Implications and Future Directions

Practical Implications:

  • LazyLLM provides a training-free approach to enhance inference efficiency in long-context applications of LLMs, making it readily deployable in real-world scenarios.
  • The method's universality allows it to be integrated with existing transformer architectures without necessitating modifications or retraining, thus lowering the barrier for implementation.

Theoretical Implications:

  • This work encourages a re-evaluation of the necessity of all tokens in the inference process and proposes a dynamic approach to token relevance assessment.
  • Future research could delve deeper into optimizing the progressive pruning layers and refining the criteria for token importance, further improving efficiency without compromising accuracy.

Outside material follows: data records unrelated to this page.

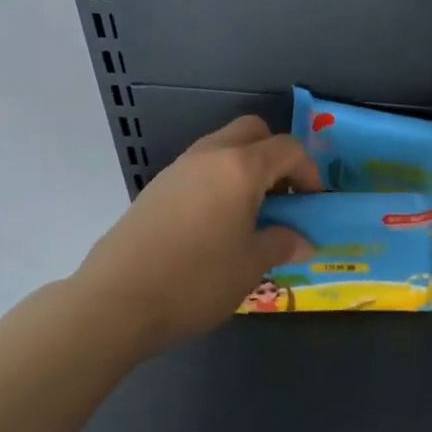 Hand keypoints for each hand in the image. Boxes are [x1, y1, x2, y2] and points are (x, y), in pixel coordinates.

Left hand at [74, 116, 318, 354]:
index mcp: (240, 168)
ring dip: (245, 168)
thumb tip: (302, 242)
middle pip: (252, 132)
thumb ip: (282, 244)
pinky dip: (218, 182)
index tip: (313, 204)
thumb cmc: (197, 280)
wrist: (118, 300)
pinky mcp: (155, 189)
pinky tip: (216, 225)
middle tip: (282, 196)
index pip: (287, 148)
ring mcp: (177, 169)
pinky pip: (199, 170)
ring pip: (221, 148)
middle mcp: (208, 156)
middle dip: (275, 156)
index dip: (309, 172)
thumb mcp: (251, 265)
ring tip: (251, 214) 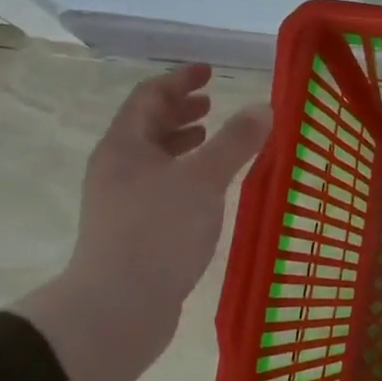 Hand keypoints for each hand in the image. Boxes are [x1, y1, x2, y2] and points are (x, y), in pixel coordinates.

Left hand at [14, 65, 271, 380]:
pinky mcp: (132, 230)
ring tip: (212, 139)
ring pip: (153, 158)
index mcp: (125, 146)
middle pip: (147, 125)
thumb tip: (264, 107)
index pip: (149, 96)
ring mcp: (121, 201)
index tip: (209, 72)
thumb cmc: (158, 232)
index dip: (180, 80)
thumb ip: (235, 142)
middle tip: (212, 103)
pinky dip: (185, 173)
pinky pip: (161, 185)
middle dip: (180, 110)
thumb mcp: (204, 180)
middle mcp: (117, 168)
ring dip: (182, 142)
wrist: (117, 308)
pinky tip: (208, 188)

Speculations for Future Developments:

  • Improvements in attention mechanisms and token pruning strategies could further enhance the efficiency of generative models.
  • The advancement of more sophisticated caching mechanisms could mitigate the computational burdens associated with dynamic token revivals.
  • Exploring LazyLLM's applicability to different architectures and more comprehensive benchmarks could solidify its utility across various NLP tasks.

In summary, LazyLLM offers a significant contribution to the domain of efficient LLM inference, particularly under long-context scenarios, and sets the stage for future innovations in the dynamic optimization of generative models.